GASTROESOPHAGEAL REFLUX DISEASE
Pathophysiology: The normal antireflux mechanisms consist of the LES, the crural diaphragm, and the anatomic location of the gastroesophageal junction below the diaphragmatic hiatus. Reflux occurs only when the gradient of pressure between the LES and the stomach is lost. It can be caused by a sustained or transient decrease in LES tone. A sustained hypotension of the LES may be due to muscle weakness that is often without apparent cause. Secondary causes of LES incompetence include scleroderma-like diseases, myopathy associated with chronic intestinal pseudo-obstruction, pregnancy, smoking, anticholinergic drugs, smooth-muscle relaxants [b-adrenergic agents, aminophylline, nitrates, calcium channel blockers, phosphodiesterase inhibitors that increase cyclic AMP or cyclic GMP (including sildenofil)], surgical destruction of the LES, and esophagitis.tLESRwithout associated esophageal contraction is due to a vagal reflex in which LES relaxation is elicited by gastric distention. Increased tLESR is associated with GERD. A similar reflex operates during belching. Apart from incompetent barriers, gastric contents are most likely to reflux (1) when gastric volume is increased (after meals, in pyloric obstruction, in gastric stasis, during acid hypersecretion states), (2) when gastric contents are near the gastroesophageal junction (in recumbency, bending down, hiatus hernia), and (3) when gastric pressure is increased (obesity, pregnancy, ascites, tight clothes). Incompetence of the diaphragmatic crural muscle, which surrounds the esophageal hiatus in the diaphragm and functions as an external LES, also predisposes to GERD.
Reflux esophagitis is a complication of reflux and develops when mucosal defenses are unable to counteract the damage done by acid, pepsin, and bile. Mild esophagitis involves microscopic changes of mucosal infiltration with granulocytes or eosinophils, hyperplasia of basal cells, and elongation of dermal pegs. Endoscopic appearance may be normal. Erosive esophagitis involves endoscopically apparent mucosal damage, redness, friability, bleeding, superficial, linear ulcers, and exudates. Peptic stricture results from fibrosis that causes lumenal constriction. These strictures occur in ~10% of patients with untreated GERD. Short strictures caused by spontaneous reflux are usually 1 to 3 cm long and are present in the distal esophagus near the squamocolumnar junction. Long, tubular peptic strictures can result from persistent vomiting or prolonged nasogastric intubation. Erosive esophagitis may cause bleeding and heal by intestinal metaplasia (Barrett's esophagus) that is a risk factor for adenocarcinoma.

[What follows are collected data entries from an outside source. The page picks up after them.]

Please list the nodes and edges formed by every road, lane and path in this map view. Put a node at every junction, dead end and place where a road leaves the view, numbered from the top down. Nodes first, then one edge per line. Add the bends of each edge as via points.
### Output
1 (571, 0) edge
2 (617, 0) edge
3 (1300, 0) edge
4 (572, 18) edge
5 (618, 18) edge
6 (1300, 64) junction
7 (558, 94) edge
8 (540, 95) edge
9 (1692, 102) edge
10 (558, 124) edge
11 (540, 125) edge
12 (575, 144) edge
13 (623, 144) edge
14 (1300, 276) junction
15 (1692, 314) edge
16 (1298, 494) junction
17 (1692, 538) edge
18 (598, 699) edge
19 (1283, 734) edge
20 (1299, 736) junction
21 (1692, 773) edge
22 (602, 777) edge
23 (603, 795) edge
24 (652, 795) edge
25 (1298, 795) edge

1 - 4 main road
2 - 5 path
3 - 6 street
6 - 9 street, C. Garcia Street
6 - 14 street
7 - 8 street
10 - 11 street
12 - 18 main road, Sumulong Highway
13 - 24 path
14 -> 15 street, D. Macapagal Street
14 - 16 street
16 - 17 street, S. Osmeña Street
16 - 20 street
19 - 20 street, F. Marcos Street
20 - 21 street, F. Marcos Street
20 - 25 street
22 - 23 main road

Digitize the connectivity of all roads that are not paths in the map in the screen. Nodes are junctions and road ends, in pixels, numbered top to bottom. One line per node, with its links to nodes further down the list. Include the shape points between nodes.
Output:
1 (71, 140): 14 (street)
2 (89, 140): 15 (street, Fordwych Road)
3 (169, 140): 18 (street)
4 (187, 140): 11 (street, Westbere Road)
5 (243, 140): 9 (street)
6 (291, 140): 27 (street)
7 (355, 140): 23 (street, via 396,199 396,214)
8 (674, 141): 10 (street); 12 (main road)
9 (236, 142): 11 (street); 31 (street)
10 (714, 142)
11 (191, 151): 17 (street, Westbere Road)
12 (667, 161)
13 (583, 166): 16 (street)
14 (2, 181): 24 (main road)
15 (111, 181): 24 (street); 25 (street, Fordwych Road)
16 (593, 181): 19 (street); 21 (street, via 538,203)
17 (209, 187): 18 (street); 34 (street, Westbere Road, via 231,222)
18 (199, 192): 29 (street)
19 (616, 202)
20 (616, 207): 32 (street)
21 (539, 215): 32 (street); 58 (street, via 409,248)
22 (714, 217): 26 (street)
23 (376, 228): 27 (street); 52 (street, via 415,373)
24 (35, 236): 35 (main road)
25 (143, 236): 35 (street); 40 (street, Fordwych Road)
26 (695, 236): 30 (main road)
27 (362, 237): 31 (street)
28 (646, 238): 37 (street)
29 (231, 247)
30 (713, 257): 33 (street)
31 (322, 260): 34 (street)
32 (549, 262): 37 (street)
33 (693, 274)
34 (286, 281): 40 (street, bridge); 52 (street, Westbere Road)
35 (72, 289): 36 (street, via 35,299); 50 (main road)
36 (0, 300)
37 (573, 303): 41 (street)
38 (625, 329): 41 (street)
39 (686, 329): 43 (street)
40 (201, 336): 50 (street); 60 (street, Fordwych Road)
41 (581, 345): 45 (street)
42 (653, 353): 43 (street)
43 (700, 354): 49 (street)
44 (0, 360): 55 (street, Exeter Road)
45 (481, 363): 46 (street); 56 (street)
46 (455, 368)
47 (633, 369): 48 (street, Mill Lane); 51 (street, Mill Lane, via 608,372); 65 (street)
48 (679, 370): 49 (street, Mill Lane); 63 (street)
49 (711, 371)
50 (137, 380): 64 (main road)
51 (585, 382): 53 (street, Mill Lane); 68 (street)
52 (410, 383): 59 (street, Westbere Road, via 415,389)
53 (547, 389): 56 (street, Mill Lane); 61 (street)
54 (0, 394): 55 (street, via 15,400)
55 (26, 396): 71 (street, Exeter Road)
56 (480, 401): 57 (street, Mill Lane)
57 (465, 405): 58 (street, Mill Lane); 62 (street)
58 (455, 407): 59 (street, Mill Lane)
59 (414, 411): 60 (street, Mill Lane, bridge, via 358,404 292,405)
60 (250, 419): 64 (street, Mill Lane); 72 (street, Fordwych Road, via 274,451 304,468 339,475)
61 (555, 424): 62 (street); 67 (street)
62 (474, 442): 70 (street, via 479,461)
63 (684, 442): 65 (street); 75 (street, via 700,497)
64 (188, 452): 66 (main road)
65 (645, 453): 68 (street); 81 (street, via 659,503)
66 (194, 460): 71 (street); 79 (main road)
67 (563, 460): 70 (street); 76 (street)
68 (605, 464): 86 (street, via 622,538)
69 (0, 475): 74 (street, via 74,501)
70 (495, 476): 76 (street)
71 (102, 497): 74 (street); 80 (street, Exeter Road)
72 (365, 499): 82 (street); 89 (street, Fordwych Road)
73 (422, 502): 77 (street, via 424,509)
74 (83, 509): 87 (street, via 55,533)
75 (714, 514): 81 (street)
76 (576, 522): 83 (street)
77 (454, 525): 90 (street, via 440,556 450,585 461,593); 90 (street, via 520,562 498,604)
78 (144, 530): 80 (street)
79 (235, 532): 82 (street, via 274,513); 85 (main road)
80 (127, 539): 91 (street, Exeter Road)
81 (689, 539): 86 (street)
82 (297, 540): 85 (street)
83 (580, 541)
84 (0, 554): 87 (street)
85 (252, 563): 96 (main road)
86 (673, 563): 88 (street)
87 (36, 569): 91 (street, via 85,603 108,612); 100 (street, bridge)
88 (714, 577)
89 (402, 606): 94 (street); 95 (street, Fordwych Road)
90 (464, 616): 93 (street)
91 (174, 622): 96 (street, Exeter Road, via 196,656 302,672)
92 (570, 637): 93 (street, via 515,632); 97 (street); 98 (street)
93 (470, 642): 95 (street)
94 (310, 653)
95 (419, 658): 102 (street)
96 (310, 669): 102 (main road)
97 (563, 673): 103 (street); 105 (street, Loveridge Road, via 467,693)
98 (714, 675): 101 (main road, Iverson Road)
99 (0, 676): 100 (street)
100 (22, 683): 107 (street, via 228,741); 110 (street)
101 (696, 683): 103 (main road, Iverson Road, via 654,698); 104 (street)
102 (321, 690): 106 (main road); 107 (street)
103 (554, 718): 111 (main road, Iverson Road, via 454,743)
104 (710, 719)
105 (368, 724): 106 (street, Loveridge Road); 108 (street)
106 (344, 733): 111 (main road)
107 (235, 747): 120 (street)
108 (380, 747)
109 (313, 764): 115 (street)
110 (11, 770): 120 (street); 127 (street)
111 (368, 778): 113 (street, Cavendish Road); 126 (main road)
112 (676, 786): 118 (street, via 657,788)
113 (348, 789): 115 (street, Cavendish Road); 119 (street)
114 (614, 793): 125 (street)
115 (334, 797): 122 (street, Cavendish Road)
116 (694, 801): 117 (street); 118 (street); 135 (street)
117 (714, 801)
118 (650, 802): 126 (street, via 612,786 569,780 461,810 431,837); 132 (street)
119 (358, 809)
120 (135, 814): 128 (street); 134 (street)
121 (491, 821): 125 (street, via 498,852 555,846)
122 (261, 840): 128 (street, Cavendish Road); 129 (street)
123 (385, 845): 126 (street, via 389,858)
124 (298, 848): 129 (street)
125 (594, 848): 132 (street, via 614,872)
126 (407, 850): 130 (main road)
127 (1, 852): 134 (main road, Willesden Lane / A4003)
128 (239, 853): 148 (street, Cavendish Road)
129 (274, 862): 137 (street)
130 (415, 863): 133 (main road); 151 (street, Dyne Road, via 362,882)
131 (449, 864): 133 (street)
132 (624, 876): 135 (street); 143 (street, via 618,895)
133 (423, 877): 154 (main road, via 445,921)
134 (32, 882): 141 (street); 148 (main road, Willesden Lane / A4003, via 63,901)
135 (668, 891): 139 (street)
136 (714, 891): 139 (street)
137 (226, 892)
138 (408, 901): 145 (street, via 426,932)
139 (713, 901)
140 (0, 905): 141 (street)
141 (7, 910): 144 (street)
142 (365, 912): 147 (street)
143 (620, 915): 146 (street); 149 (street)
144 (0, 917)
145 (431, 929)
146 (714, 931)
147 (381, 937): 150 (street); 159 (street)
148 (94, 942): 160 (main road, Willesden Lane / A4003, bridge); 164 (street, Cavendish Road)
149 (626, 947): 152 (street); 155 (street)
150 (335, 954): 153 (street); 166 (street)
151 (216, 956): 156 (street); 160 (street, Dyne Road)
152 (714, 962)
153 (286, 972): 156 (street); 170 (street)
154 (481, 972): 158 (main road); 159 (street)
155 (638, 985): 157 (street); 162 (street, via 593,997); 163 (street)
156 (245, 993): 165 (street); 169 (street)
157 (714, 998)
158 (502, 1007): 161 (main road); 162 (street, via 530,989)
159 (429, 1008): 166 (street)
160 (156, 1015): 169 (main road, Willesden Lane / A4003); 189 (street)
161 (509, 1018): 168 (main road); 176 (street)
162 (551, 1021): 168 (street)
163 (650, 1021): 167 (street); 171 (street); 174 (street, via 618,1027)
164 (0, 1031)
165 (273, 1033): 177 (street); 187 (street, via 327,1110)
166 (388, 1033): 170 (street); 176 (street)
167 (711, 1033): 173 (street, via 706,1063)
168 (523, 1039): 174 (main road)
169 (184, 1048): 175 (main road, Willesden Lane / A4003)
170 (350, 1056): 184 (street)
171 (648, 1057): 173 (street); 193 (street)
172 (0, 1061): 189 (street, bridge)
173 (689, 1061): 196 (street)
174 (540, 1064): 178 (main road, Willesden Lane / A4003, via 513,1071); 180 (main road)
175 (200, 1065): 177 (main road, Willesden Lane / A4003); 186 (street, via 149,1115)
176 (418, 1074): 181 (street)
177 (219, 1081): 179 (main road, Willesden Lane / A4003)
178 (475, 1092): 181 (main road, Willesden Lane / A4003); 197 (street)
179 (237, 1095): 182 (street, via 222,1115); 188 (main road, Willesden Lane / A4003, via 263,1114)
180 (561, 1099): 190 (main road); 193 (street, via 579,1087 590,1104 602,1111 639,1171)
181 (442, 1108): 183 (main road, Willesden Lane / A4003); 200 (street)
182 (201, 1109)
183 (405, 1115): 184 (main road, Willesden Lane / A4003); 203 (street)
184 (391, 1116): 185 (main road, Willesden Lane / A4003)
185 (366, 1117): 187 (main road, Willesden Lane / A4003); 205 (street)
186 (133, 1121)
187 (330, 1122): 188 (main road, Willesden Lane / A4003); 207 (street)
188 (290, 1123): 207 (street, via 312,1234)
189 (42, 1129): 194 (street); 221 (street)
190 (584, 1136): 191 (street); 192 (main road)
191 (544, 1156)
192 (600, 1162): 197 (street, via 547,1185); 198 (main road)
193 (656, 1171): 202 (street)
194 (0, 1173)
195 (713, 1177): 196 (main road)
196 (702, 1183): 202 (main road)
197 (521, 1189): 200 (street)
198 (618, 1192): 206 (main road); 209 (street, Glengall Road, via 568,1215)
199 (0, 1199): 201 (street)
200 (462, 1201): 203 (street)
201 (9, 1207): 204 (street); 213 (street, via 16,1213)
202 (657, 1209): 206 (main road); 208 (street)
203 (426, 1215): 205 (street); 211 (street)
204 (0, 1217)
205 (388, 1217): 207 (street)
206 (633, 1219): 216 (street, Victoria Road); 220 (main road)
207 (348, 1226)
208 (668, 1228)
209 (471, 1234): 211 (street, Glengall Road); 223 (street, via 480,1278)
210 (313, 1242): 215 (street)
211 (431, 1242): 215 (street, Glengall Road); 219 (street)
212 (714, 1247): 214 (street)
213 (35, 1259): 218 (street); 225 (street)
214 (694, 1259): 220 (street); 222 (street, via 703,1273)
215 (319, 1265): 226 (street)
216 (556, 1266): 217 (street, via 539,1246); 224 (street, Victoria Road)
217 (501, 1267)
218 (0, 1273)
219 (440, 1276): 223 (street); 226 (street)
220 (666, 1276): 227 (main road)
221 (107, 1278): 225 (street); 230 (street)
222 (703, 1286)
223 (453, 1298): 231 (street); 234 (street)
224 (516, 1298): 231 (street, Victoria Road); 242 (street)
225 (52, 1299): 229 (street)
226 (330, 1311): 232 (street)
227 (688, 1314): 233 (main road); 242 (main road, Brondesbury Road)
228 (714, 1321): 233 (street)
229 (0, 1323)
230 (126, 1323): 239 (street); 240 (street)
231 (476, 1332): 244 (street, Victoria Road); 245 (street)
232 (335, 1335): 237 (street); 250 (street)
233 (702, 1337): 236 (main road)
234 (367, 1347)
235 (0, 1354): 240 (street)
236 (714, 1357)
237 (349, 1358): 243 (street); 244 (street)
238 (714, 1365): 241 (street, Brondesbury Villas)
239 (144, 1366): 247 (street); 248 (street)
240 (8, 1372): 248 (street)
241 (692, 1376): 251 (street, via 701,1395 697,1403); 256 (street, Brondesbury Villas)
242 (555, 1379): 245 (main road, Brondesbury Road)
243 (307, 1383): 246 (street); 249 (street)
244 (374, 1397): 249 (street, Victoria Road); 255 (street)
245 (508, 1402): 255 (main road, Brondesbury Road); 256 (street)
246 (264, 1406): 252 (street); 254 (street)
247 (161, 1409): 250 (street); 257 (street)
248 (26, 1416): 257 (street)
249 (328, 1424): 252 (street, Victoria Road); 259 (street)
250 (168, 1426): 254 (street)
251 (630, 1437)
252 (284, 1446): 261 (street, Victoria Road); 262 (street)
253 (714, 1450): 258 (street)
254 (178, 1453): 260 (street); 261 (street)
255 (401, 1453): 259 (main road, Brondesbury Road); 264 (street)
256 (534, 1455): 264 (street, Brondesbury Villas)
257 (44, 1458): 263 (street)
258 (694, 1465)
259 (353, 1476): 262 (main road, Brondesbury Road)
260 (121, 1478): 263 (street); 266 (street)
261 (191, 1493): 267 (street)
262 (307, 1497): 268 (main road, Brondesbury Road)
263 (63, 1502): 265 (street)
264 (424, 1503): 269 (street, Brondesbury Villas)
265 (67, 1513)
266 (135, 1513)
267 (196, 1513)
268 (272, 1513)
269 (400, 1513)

Clinical Features: Regurgitation of sour material in the mouth and heartburn are the characteristic symptoms of GERD. Heartburn is produced by the contact of refluxed material with the inflamed or sensitized esophageal mucosa. Angina-like or atypical chest pain occurs in some patients, while others experience no heartburn or chest pain. Persistent dysphagia suggests development of a peptic stricture. Most patients with peptic stricture have a history of several years of heartburn preceding dysphagia. However, in one-third of patients, dysphagia is the presenting symptom. Rapidly progressive dysphagia and weight loss may indicate the development of adenocarcinoma in Barrett's esophagus. Bleeding occurs due to mucosal erosions or Barrett's ulcer. Severe reflux may reach the pharynx and mouth and result in laryngitis, morning hoarseness, and pulmonary aspiration. Recurrent pulmonary aspiration can cause aspiration pneumonia, pulmonary fibrosis, or chronic asthma. By contrast, many patients with GERD remain asymptomatic or self-treated and do not seek attention until severe complications occur.